Valve for making sure only one request is active

时间:2019-03-17 22:49:20

标签: java rx-java2

I have a RxJava2 Flowable chain which includes some heavy computation. I want to make sure that the whole chain is only called one per request and that there is at most one active request at any given time.

Here's an example timeline:

-R-------R--R-R----R-------
--C....E--C....E----C....E-

In the above, - is idle time, R are input requests and C are computations that happen (starting with C, processing denoted by . and computation end denoted by E).

As you can see:

  • The first request fires the first computation
  • The second request fires the second computation
  • Requests 3 and 4 are ignored as they happen while the second computation is running
  • Request 5 triggers the third computation

This is what I got so far:

System.out.println("start");

CountDownLatch countDownLatch = new CountDownLatch(1);

AtomicBoolean valve = new AtomicBoolean(true);

Flowable.interval(100, TimeUnit.MILLISECONDS)
   .take(30)
   .filter(e -> valve.get())
   .observeOn(Schedulers.computation())
   .map(e -> {
      valve.set(false);

      System.out.println("map " + e);
      Thread.sleep(550);
      return e;
   })
   .observeOn(Schedulers.single())
   .subscribe(
      e -> {
         System.out.println("subscribe " + e);
         valve.set(true);
      },
      e -> {
         System.out.println("error " + e);
         valve.set(true);
      },
      () -> {
         System.out.println("complete");
         valve.set(true);
         countDownLatch.countDown();
      });

countDownLatch.await();

System.out.println("end");

So I have the flow that:

  • Emits 30 integers with 100ms interval between them
  • I observe that on the computation scheduler
  • I set the valve to false, so that no new requests are coming in
  • I map this with simulated computation time of 550ms
  • I observe the results on the single scheduler
  • I set the valve to true, so new requests can be processed

This seems to be working fine, but I was wondering whether there's a RxJava2-only solution that could be put instead of making use the outside of AtomicBoolean.

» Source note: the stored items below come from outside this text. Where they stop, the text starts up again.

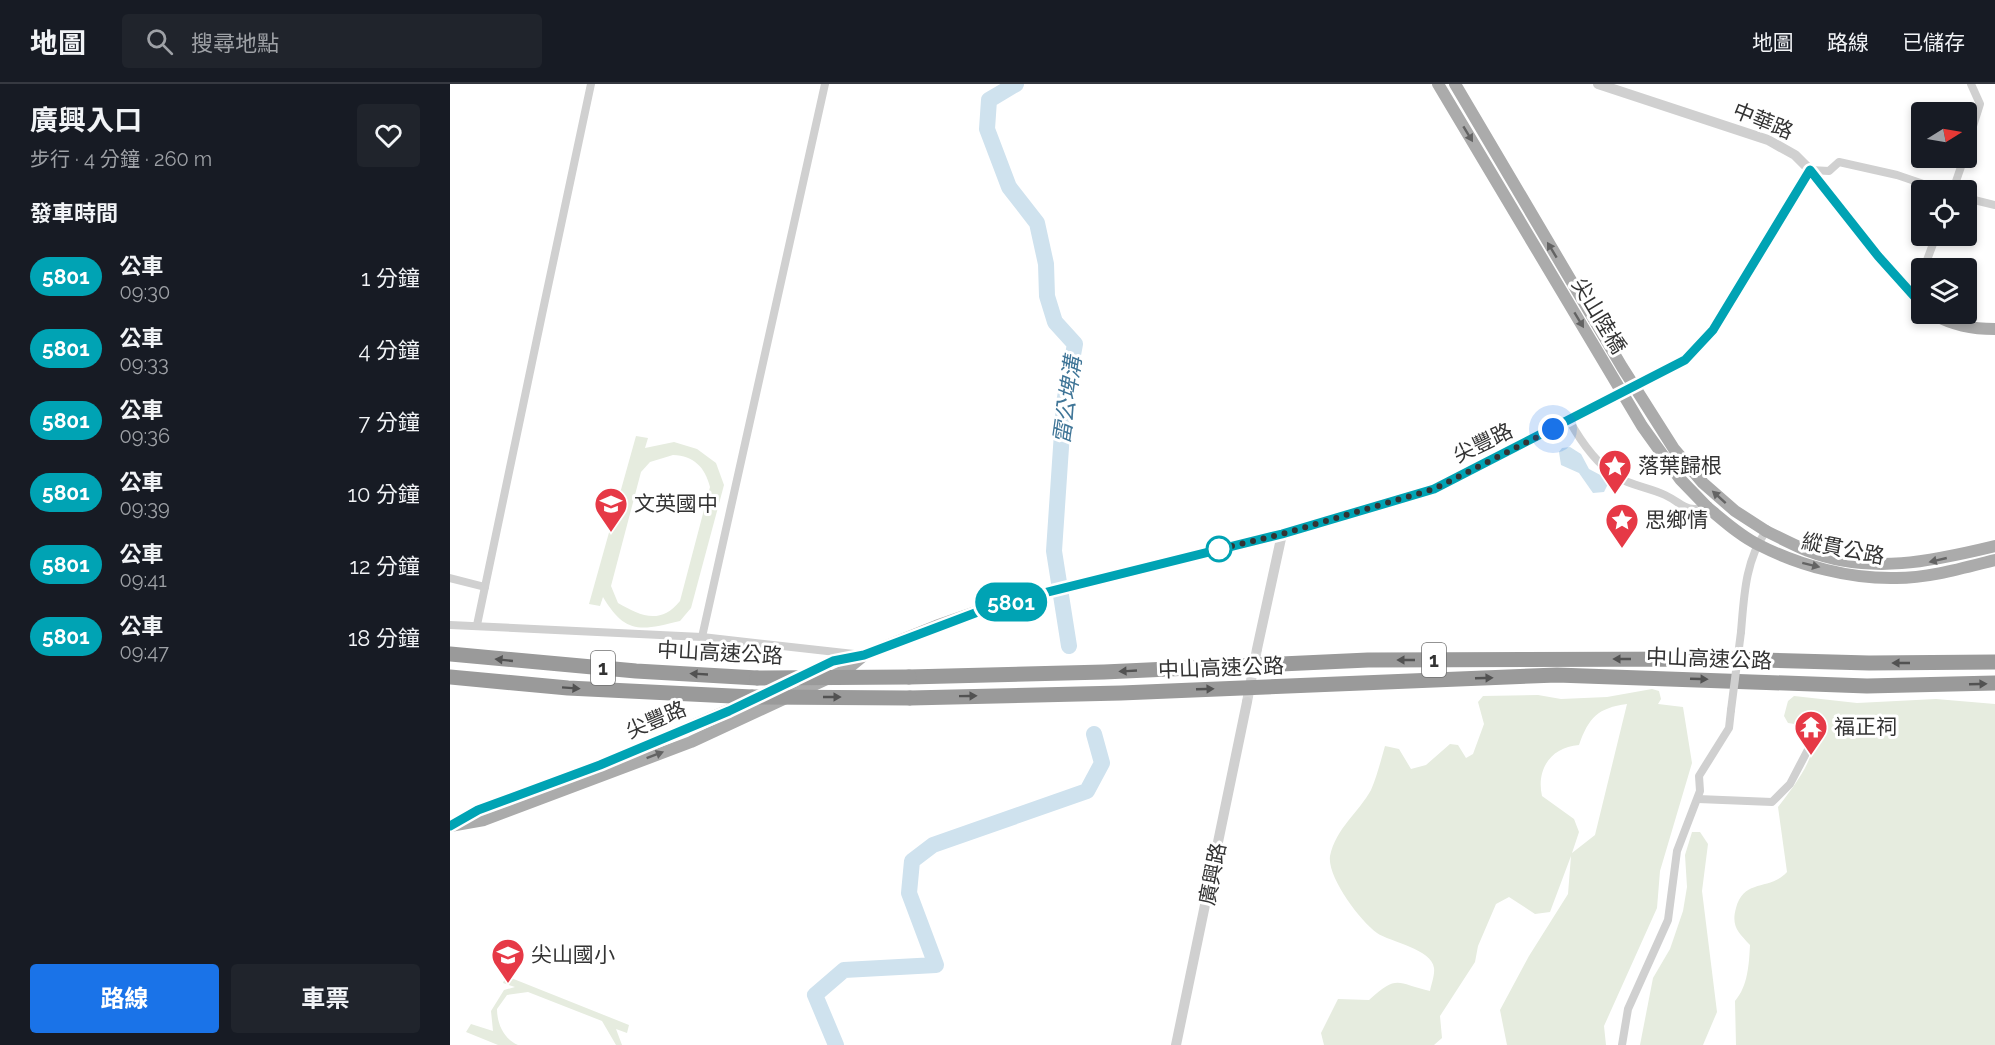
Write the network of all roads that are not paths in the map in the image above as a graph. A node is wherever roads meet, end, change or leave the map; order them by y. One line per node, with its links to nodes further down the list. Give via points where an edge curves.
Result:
1 (591, 84): 23 (street)
2 (825, 84): 26 (street)
3 (1438, 84): 16 (main road, 尖山陸橋, one-way to 16, bridge, via 1642,426 1680,479)
4 (1455, 84): 17 (main road, 尖山陸橋, one-way to 4, bridge, via 1735,512 1674,449)
5 (1598, 84): 8 (street, 中華路, via 1768,140 1795,155)
6 (1971, 84): 7 (street, via 1980,104)
7 (1977, 113)
8 (1810, 170): 9 (street, via 1829,171 1839,162); 12 (main road, 中華路); 15 (main road, 尖豐路, via 1702,345 1685,360)
9 (1912, 180)
10 (1977, 201): 11 (street)
11 (1995, 205)
12 (1911, 295)
13 (1958, 324): 14 (main road)
14 (1995, 329)
15 (1569, 420): 16 (street, via 1577,435 1618,477 1667,496 1686,509); 18 (main road, 尖豐路, via 1434,489)
16 (1707, 507): 19 (main road, 尖山陸橋)
17 (1766, 531): 19 (street); 20 (main road, 縱貫公路, one-way to 17, via 1928,562 1888,565 1810,552)
18 (1282, 534): 27 (street); 29 (main road, 尖豐路, via 1035,596 936,626)
19 (1757, 544): 21 (main road, 縱貫公路, one-way to 21, via 1800,563 1847,574 1896,578 1952,571); 35 (street, bridge, via 1746,580 1729,728 1699,776)
20 (1995, 546)
21 (1995, 560)
22 (450, 578): 23 (street)
23 (485, 587): 25 (street)
24 (450, 625): 25 (street)
25 (477, 625): 26 (street)
26 (702, 637): 29 (street)
27 (1257, 649)
28 (450, 654): 30 (highway, 中山高速公路 / 1, one-way to 28, bridge, via 1724,658 1368,660 1104,672 757,678)
29 (864, 655): 36 (main road, 尖豐路, via 833,661 729,711 478,810)
30 (1995, 662)
31 (450, 677): 32 (highway, 中山高速公路 / 1, one-way to 32, bridge, via 568,688 753,697 910,698 1557,675 1867,686)
32 (1995, 683)
33 (1247, 702): 37 (street, 廣興路)
34 (1813, 740): 35 (street, via 1790,784 1772,802)
35 (1698, 799): 38 (street, via 1677,851 1668,920 1628,1009)
36 (456, 824)
37 (1176, 1045)
38 (1622, 1045)

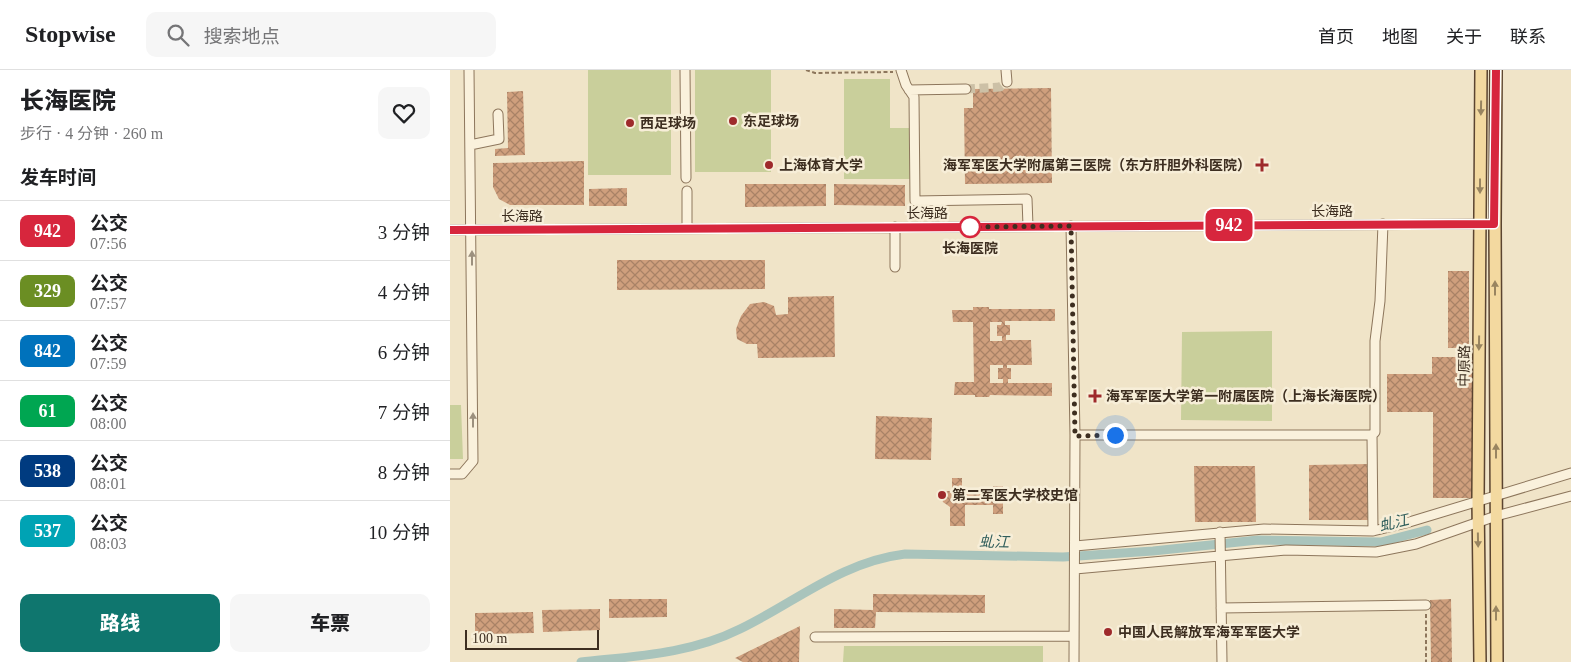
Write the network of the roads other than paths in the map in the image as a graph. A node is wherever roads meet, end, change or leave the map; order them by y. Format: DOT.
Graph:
graph roads {
  1 [pos="469,70"];
  2 [pos="685,70"];
  3 [pos="1006,70"];
  4 [pos="1481,70"];
  5 [pos="1496,70"];
  6 [pos="901,71"];
  7 [pos="1007,82"];
  8 [pos="966,89"];
  9 [pos="909,90"];
  10 [pos="498,114"];
  11 [pos="470,145"];
  12 [pos="686,178"];
  13 [pos="686,191"];
  14 [pos="1383,224"];
  15 [pos="1481,224"];
  16 [pos="1494,224"];
  17 [pos="1028,226"];
  18 [pos="1071,226"];
  19 [pos="895,227"];
  20 [pos="687,228"];
  21 [pos="450,230"];
  22 [pos="472,230"];
  23 [pos="895,267"];
  24 [pos="1372,435"];
  25 [pos="1075,436"];
  26 [pos="1571,473"];
  27 [pos="450,474"];
  28 [pos="1496,494"];
  29 [pos="1571,496"];
  30 [pos="1478,500"];
  31 [pos="1496,516"];
  32 [pos="1478,522"];
  33 [pos="1372,531"];
  34 [pos="1220,536"];
  35 [pos="1074,548"];
  36 [pos="1221,553"];
  37 [pos="1075,567"];
  38 [pos="1426,605"];
  39 [pos="1221,608"];
  40 [pos="1072,636"];
  41 [pos="815,637"];
  42 [pos="1074,662"];
  43 [pos="1222,662"];
  44 [pos="1480,662"];
  45 [pos="1497,662"];
  1 -- 11 [label="street"];
  2 -- 12 [label="street"];
  3 -- 7 [label="street"];
  4 -- 15 [label="main road, 中原路, one-way"];
  5 -- 16 [label="main road"];
  6 -- 9 [label="street"];
  8 -- 9 [label="street"];
  9 -- 17 [label="street"];
  10 -- 11 [label="street"];
  11 -- 22 [label="street"];
  13 -- 20 [label="street"];
  14 -- 15 [label="street, 长海路"];
  14 -- 18 [label="street, 长海路"];
  14 -- 24 [label="street"];
  15 -- 16 [label="street, 长海路"];
  15 -- 30 [label="main road, 中原路, one-way"];
  28 -- 16 [label="main road, one-way"];
  17 -- 18 [label="street, 长海路"];
  17 -- 19 [label="street, 长海路"];
  18 -- 25 [label="street"];
  19 -- 20 [label="street, 长海路"];
  19 -- 23 [label="street"];
  20 -- 22 [label="street, 长海路"];
  21 -- 22 [label="street, 长海路"];
  27 -- 22 [label="street, one-way"];
  24 -- 25 [label="street"];
  24 -- 33 [label="street"];
  25 -- 35 [label="street"];
  26 -- 28 [label="street"];
  28 -- 30 [label="street"];
  28 -- 31 [label="main road"];
  29 -- 31 [label="street"];
  30 -- 32 [label="main road, 中原路"];
  30 -- 33 [label="street"];
  31 -- 32 [label="street"];
  45 -- 31 [label="main road, one-way"];
  32 -- 36 [label="street"];
  32 -- 44 [label="main road, 中原路, one-way"];
  33 -- 34 [label="street"];
  34 -- 35 [label="street"];
  34 -- 36 [label="street"];
  35 -- 37 [label="street"];
  36 -- 37 [label="street"];
  36 -- 39 [label="street"];
  37 -- 40 [label="street"];
  38 -- 39 [label="street"];
  39 -- 43 [label="street"];
  40 -- 41 [label="street"];
  40 -- 42 [label="street"];
}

I'm looking for that for two reasons:

  • I will probably need this in a few places, so I don't want to duplicate the same code if RxJava2 already supports something out of the box
  • I'm not sure if there are any consequences in terms of concurrency that would cause this not to work. E.g. I assume valve should be set to false just after the filter method, since observeOn would switch to another thread and map might run too late in case requests come in quickly one after another

Note CountDownLatch above is just for testing - I'm running this from my main method, and because there's an observeOn, the flow is executed on another thread, so main finishes before the flow executes. In real app, this won't be the case.

The real use case is an app which has a button which triggers some calculation that takes a few seconds. I don't want this to be triggered multiple times if the user clicks multiple times while the previous calculation is still in progress.

I'm fine with changing the flow if there are better solutions to this particular use case in RxJava.